Past the tables laden with Corner Bakery coffee, bagels and muffins stand a group of young women, all stylishly dressed, listening to a thin woman in all black. She's coaching them on answering journalists' questions. These are the six new designers-in-residence at the Philadelphia Fashion Incubator at Macy's Center City Philadelphia. They're supposed to say, "Ask me in six months," when a journalist asks what they think of the program.
Yesterday morning, in a dark wood-paneled room on the third floor of Macy's, families, friends and media gathered to watch the second class of designers graduate and to initiate the six new designers. The Philadelphia Fashion Incubator is an initiative, modelled after a similar program in Chicago, launched in March 2012 that Executive Director Elissa Bloom describes as an MBA in business for fashion designers.
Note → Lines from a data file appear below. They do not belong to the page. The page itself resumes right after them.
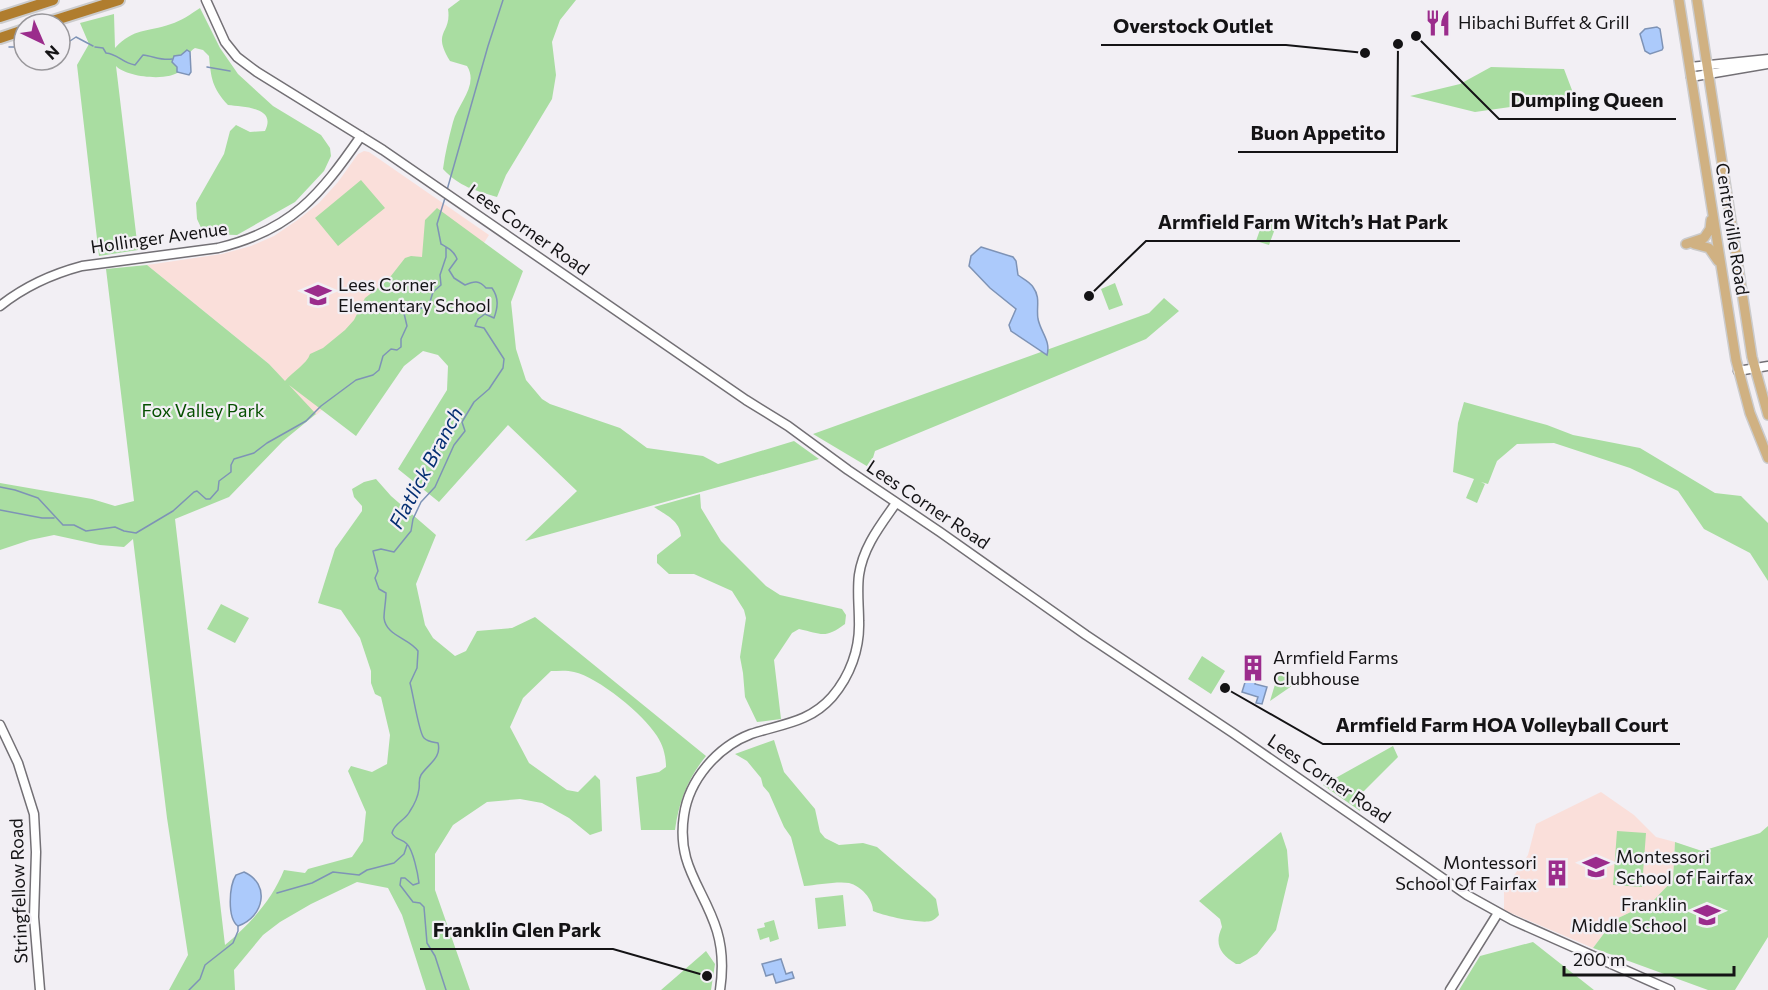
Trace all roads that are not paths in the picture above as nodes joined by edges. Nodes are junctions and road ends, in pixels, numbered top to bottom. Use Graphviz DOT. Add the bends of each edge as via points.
graph roads {
  1 [pos="53,0"];
  2 [pos="119,0"];
  3 [pos="206,0"];
  4 [pos="1680,0"];
  5 [pos="1697,0"];
  6 [pos="72,15"];
  7 [pos="0,17"];
  8 [pos="1768,59"];
  9 [pos="1707,64"];
  10 [pos="1768,64"];
  11 [pos="1691,72"];
  12 [pos="1708,75"];
  13 [pos="361,136"];
  14 [pos="1712,210"];
  15 [pos="1721,266"];
  16 [pos="0,306"];
  17 [pos="1768,366"];
  18 [pos="1755,368"];
  19 [pos="1738,371"];
  20 [pos="1768,415"];
  21 [pos="1768,458"];
  22 [pos="896,503"];
  23 [pos="0,724"];
  24 [pos="1498,913"];
  25 [pos="40,990"];
  26 [pos="720,990"];
  27 [pos="1450,990"];
  28 [pos="1670,990"];
  1 -- 7 [label="highway"];
  2 -- 6 [label="highway"];
  3 -- 13 [label="street, Lees Corner Road" via="225,42 237,57"];
  4 -- 11 [label="main road, Centreville Road"];
  5 -- 9 [label="main road, Centreville Road"];
  8 -- 9 [label="street"];
  9 -- 11 [label="street"];
  9 -- 12 [label="main road, Centreville Road"];
  10 -- 12 [label="street"];
  11 -- 12 [label="street"];
  11 -- 14 [label="main road, Centreville Road"];
  12 -- 18 [label="main road, Centreville Road"];
  13 -- 16 [label="street, Hollinger Avenue" via="333,177 311,200 265,232 218,248 68,270 36,282"];
  13 -- 22 [label="street, Lees Corner Road"];
  14 -- 15 [label="main road, Centreville Road"];
  14 -- 15 [label="main road" via="1707,235 1686,244 1705,245"];
  15 -- 19 [label="main road, Centreville Road"];
  17 -- 18 [label="street"];
  18 -- 19 [label="street"];
  18 -- 20 [label="main road, Centreville Road"];
  19 -- 21 [label="main road, Centreville Road"];
  22 -- 24 [label="street, Lees Corner Road"];
  22 -- 26 [label="street" via="870,540 862,562 859,638 852,664 839,687 801,720 749,735 728,747 704,770 691,791 682,836 685,859 720,939"];
  23 -- 25 [label="street, Stringfellow Road" via="18,763 34,814 34,917"];
  24 -- 27 [label="street"];
  24 -- 28 [label="street, Lees Corner Road"];
}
"This program has been charmed from the very beginning," said Michelle Shannon, vice president of marketing and communications for Center City District, which has been involved since the planning stages of the Incubator. "There was nothing really to rally the [Philadelphia fashion] community together. I think the Incubator and our Executive Director Elissa Bloom have done just that."
The graduating class of designers did a business boot camp, where they participated in 15 workshops in five days, developed business plans, got coaching through Wharton's Small Business Development Center and experienced selling and showcasing their work through an 8-week exhibit at City Hall. They've met industry leaders including designer Francisco Costa and Fern Mallis, who founded New York City's Fashion Week.
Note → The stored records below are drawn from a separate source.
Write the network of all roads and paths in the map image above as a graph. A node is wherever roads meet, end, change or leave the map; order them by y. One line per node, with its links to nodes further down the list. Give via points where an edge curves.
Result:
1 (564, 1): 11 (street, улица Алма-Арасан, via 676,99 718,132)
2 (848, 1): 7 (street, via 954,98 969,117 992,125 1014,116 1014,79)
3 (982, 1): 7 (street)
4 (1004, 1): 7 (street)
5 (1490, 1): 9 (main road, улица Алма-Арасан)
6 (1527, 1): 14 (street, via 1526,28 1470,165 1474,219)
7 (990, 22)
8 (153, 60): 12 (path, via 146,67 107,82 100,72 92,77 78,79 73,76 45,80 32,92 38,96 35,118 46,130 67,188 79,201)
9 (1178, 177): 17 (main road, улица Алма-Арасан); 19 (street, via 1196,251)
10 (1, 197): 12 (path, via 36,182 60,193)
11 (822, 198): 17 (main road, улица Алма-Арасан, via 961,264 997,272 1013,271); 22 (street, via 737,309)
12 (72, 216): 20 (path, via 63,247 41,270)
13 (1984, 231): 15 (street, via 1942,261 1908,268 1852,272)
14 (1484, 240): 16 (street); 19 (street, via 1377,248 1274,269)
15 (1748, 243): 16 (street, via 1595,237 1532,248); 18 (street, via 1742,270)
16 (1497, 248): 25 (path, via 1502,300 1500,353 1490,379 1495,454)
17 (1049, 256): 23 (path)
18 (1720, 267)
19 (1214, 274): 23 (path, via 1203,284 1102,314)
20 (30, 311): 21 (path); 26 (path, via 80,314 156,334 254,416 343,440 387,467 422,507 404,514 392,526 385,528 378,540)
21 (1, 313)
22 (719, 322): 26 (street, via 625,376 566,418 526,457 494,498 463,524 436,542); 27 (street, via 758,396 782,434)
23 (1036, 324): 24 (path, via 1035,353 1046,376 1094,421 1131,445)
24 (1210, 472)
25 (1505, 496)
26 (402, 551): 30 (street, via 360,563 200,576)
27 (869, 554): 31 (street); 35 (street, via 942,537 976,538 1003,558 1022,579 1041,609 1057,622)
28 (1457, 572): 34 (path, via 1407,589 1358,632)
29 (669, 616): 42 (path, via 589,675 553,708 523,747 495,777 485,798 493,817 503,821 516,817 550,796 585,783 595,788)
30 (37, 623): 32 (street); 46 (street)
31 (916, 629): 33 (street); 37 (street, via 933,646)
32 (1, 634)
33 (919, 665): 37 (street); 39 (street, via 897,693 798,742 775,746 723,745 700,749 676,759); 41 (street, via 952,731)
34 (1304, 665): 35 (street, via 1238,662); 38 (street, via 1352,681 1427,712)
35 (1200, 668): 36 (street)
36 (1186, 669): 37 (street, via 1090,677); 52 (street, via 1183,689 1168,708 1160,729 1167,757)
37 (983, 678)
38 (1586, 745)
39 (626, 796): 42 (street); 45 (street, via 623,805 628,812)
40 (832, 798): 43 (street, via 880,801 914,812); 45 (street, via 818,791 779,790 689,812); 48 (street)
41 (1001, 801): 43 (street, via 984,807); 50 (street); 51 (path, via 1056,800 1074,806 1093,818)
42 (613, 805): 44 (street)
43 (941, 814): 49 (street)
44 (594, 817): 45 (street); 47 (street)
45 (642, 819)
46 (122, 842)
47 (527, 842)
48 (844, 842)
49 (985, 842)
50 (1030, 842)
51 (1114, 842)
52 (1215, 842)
"You're going to be hearing about the success of our young designers," said Ed J. Goldberg, senior vice president of government and consumer affairs for Macy's, at the announcement.
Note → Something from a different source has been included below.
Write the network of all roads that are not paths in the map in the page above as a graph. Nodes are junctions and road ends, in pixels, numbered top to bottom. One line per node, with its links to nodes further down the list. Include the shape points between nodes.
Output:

Leah Delfiner, designer of Pretty Pretty Rebel has refocused on children's wear, a necessary move she figured out while a student in the Incubator program's second class. "I feel like I've always made children's wear but for adults," she said. "I couldn't have done anything without this program. It's where I figured out that my customer isn't 24, she's 4."
Her classmates are all moving on to exciting things. Melissa Choi & Pia Panaligan of Senpai + Kohai are in talks to join US*U.S. and are raising funds on Kickstarter. Trisha Williams is launching her collection, Trisha Will. Devin Pauley of Morgia Bridal will be an in-house custom bridal designer at Huntingdon Valley's YES to the DRESS boutique. Annina King of Granate Pret is booking her fall trunk shows at Knit Wit in Bryn Mawr.
The third class of designers-in-residence include three graduates of the program's academic partners (Drexel University, Moore College of Art & Design and Philadelphia University) and three "open call" designers who have been working independently or graduated from other schools.
"When Michelle Shannon and Elissa Bloom were talking, it really hit me that I'm excited for this next step in my business development," said Gabrielle Mandel, the woman's ready-to-wear designer behind Supra Endura and an open-call designer-in-residence for the 2014 class.
The third class of designers-in-residence includes: Jovan O'Connor, a women's ready-to-wear designer from Philadelphia University; Rebeca Imperiano, a women's ready-to-wear designer who attended Drexel University; Victoria Wright, women's wear designer from Moore College of Art and Design; Sherrill Mosee, the handbag designer behind MinkeeBlue; and, Terese Brown, women's ready-to-wear designer behind Terese Sydonna.
"I, overall, was really impressed with the breadth of exposure they get. They really are getting soup-to-nuts business education," said Sara Ann Kelly, owner of SAK Public Relations, who attended the program's announcement. "They're a program to be reckoned with within the fashion world that just so happens to be in Philadelphia".